Later on, I would have that same sensation on a fairly regular basis. Years later, when I finally had my first grand mal seizure,  I finally came “out of the closet” with this strong sensation to my mother, describing to her that I was having this  thought/feeling that was a “theory about how to do anything better” . . . which had to do with knowing about the deep connectedness of things.  I now try to imagine what it must have been like for my wonderful mom trying to figure out what the heck that was about!  Back then, there was little understanding of epilepsy, and it took years for me to be diagnosed as having epilepsy (I was 18 when it was first suggested).

It turns out that what I am describing — the deep sense of universality, the strong emotion, including terrifying fear, the sense of deja vu, are all classic symptoms of temporal lobe epileptic seizures.
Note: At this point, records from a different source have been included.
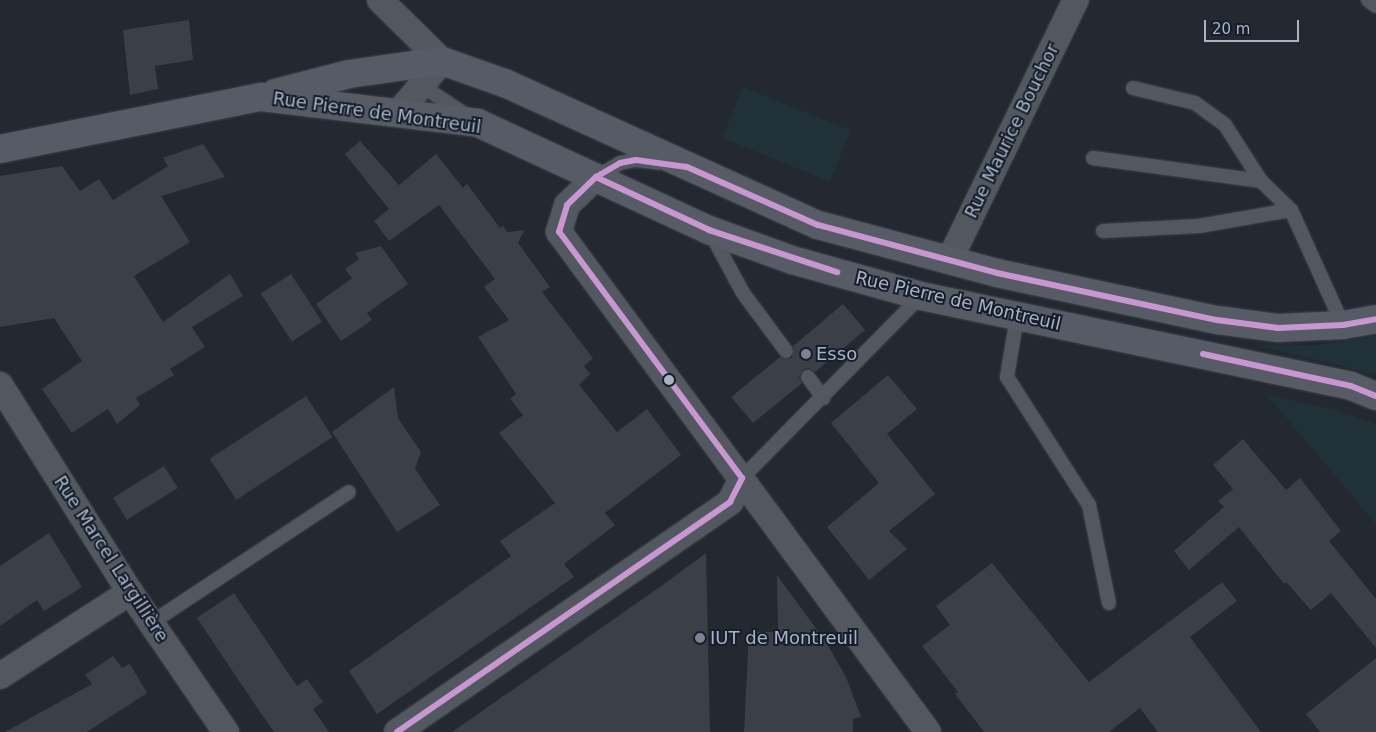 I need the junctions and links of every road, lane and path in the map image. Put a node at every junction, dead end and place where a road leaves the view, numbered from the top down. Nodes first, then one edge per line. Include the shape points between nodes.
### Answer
1 (380, 0) edge
2 (1076, 0) edge
3 (1368, 0) edge
4 (1376, 6) edge
5 (442, 61) junction
6 (393, 65) junction
7 (422, 85) junction
8 (1134, 88) dead end
9 (261, 97) junction
10 (398, 114) junction
11 (478, 123) junction
12 (0, 149) edge
13 (1093, 158) dead end
14 (688, 167) junction
15 (596, 177) junction
16 (1261, 181) junction
17 (1291, 210) junction
18 (709, 230) junction
19 (1104, 231) dead end
20 (949, 261) junction
21 (921, 296) junction
22 (1017, 317) junction
23 (1376, 319) edge
24 (1343, 325) junction
25 (786, 352) dead end
26 (808, 377) dead end
27 (0, 384) edge
28 (1376, 396) edge
29 (823, 398) junction
30 (742, 478) junction
31 (349, 492) dead end
32 (130, 592) junction
33 (1109, 603) dead end
34 (151, 623) junction
35 (0, 676) edge
36 (226, 732) edge
37 (397, 732) edge
38 (928, 732) edge

1 - 5 street
2 - 20 street, Rue Maurice Bouchor
3 - 4 lane
5 - 6 main road
5 - 7 street
5 - 14 main road, Rue Pierre de Montreuil via 506,84
6 - 7 lane
6 - 9 main road
7 - 10 street
7 - 11 lane
8 - 16 lane via 1195,103 1202,108 1224,125
9 - 10 main road, Rue Pierre de Montreuil
9 - 12 main road, Rue Pierre de Montreuil
10 - 11 main road, Rue Pierre de Montreuil
11 - 15 main road, Rue Pierre de Montreuil
13 - 16 lane
14 - 15 lane via 636,160 620,163
14 - 20 main road, Rue Pierre de Montreuil via 818,225
15 - 18 main road, Rue Pierre de Montreuil
15 - 30 street via 567,205 559,232
16 - 17 lane
17 - 19 lane via 1200,226
17 - 24 lane
18 - 21 main road, Rue Pierre de Montreuil via 792,260
18 - 25 lane via 743,293
20 - 24 main road, Rue Pierre de Montreuil via 1217,320 1278,328
21 - 22 main road, Rue Pierre de Montreuil
21 - 29 lane
22 - 28 main road, Rue Pierre de Montreuil via 1351,386
22 - 33 lane via 1007,377 1090,505
23 - 24 main road, Rue Pierre de Montreuil
26 - 29 lane
27 - 32 street, Rue Marcel Largillière
29 - 30 lane
30 - 37 street via 730,502
30 - 38 street
31 - 34 lane
32 - 34 street, Rue Marcel Largillière
32 - 35 street
34 - 36 street, Rue Marcel Largillière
You can break it down into some of the unique features of the temporal lobe, including the amygdala — it’s a busy area of the brain that processes language, memory, emotion, a sense of time and place, and, to some extent, a sense of connection.  It is probably also understandable why many of us who have this type of epilepsy seem to have a strong spiritual bent — I believe that spirituality and a sense of connection to that profoundly beyond ourselves, gets hard-wired into us, not as an idea, a theoretical belief, or a wish, but as a sense of something known as deeply and surely as any other experience.

I think, for many of us, it is a relief when we finally share these stories of seizures with others — others with epilepsy and/or neurologists — and they say “Oh yes, we recognize that and we’ve heard that before.” (Code: “You’re not that special!”). It’s a relief to know that others have had this same type of experience. And yet, it’s also part of the reason why Hippocrates first named epilepsy “the sacred disease.”

I have no doubt that these experiences have shaped me into the minister and yoga/Nia teacher I am today. That sense of the embodied Sacred is one I’ve always been trying to explore, explain, understand, and live out of the secret place it so often dwells and into the light of every lived day.

I hope that others who have epilepsy will take time to write about their experiences of seizures. It is so helpful to others who go through the same thing, often feeling very alone.